There are so many things that I took for granted in the States.
When speaking with other ex-pats, they all say the same thing. Living here, a person goes through ups and downs. Sometimes you like it, sometimes not so much. I am definitely going through a not so much time right now.
Overall, I love the idea that I am out in the world, meeting new people, seeing new things, experiencing a different culture and yes, smelling new smells. But Shekou is really different than San Diego. I know I just earned the Captain Obvious award but it’s true. Nothing is convenient here and most days, I just roll with it. But I think what I miss about living in the States is the attitude of let’s make it better. Now, this can be for better or worse sometimes. But for me in the States, the concept of improving upon something, making it easier for people isn’t really here. I believe it’s what many people refer to when they speak of America’s overindulgence.
I don’t presume to be an expert on cultures and I am hesitant to make such huge generalities, especially for only having lived abroad for what, eight weeks? I am simply stating my observations. Take for instance cell phones. Here you buy a SIMS card that gives you a certain amount of time. As a result, you can’t leave voice messages for people because there is no plan. They either see the missed call or you need to text them. And everything here is done with cash so you need to carry money with you when you want to buy pretty much anything here. If you don’t have the cash, you have to go to an ATM, get the money out, then go back again and deal with the lines. Try that for a few weeks, it’s different.

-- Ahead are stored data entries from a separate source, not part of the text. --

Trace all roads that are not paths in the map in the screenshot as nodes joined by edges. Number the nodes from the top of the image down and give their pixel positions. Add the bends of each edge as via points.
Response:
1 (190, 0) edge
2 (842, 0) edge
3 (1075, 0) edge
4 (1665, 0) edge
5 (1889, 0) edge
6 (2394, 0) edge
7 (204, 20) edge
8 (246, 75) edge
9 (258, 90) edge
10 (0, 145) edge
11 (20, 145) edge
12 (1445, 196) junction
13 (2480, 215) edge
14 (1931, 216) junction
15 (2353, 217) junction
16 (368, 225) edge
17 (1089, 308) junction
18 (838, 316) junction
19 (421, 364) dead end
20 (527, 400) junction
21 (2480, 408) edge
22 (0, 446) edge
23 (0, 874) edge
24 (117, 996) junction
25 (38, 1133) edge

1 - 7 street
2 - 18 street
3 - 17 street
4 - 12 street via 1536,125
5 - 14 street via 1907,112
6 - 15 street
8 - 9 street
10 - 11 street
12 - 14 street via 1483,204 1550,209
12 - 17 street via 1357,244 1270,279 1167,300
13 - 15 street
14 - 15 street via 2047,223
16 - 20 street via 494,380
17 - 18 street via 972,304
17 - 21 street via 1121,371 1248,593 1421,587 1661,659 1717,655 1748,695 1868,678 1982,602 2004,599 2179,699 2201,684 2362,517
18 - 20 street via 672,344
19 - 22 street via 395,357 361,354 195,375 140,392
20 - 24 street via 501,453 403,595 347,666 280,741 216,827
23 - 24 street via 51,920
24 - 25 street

The no messages or having to have cash is not a bad thing. I mean, it’s nice sometimes not to be connected – if I don’t answer, I am not available. Or with the money, if I don’t have the cash that means I just can’t buy it. I definitely watch my bank account more here because I physically see the money leaving my wallet. Not a bad thing and Suze Orman would agree. So I think for me, it’s a convenience issue. If I want an iPhone, I have to go to Hong Kong. Well, Hong Kong is a 50-minute ferry ride (one way) and they cost around $700 US. They were sold out at the three places I went to. Guess what? No iPhone. Plus, do I really need a $700 phone? Probably not, but I do miss the choice and prices.

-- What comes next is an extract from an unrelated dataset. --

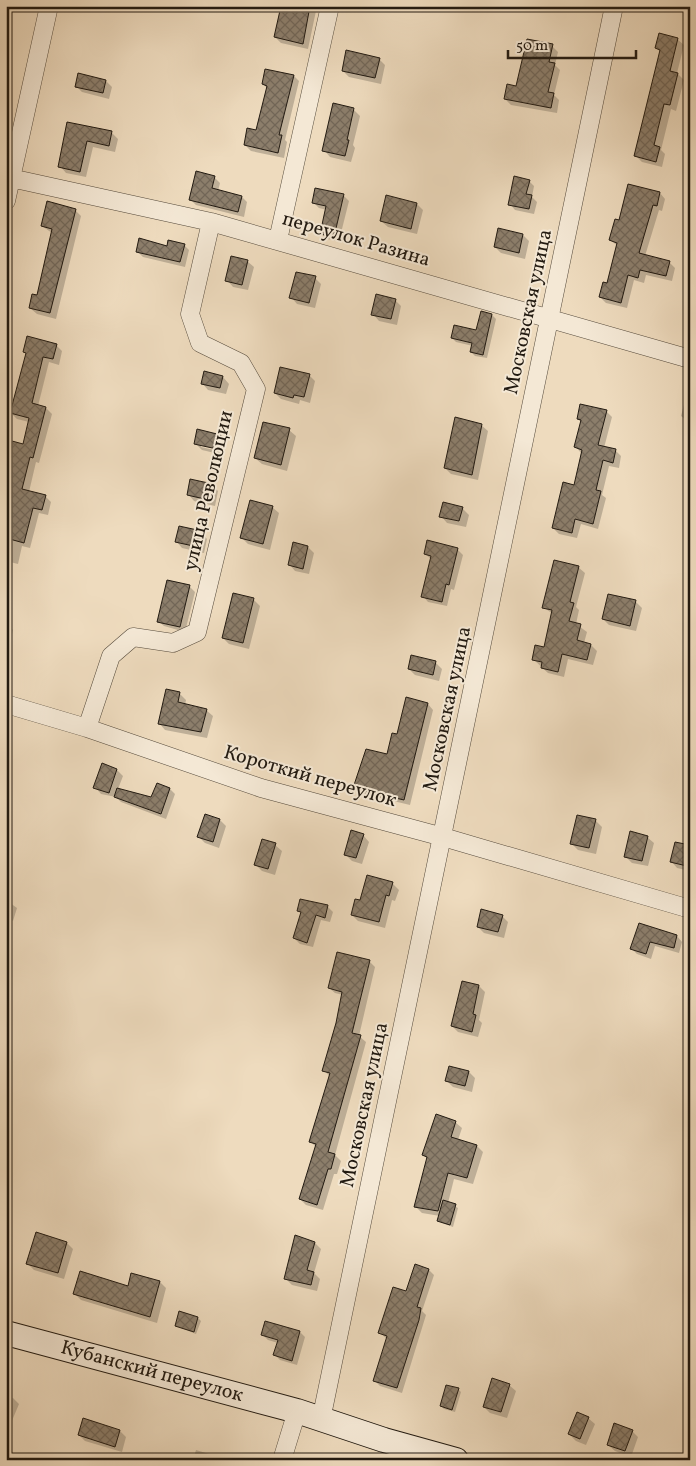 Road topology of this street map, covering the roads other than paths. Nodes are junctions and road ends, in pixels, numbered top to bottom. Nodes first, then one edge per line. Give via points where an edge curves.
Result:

Here, it’s as if what you do is limited in a sense because there simply isn’t a lot of choices. And on many levels, this isn’t a bad thing. It’s just coming from a place where most things for me were pretty easy: it’s a downshift. Sometimes a girl just wants to leave a message or buy something with her debit card.
What will be interesting for me is the culture shock when I get to the States next summer. That’s going to be interesting!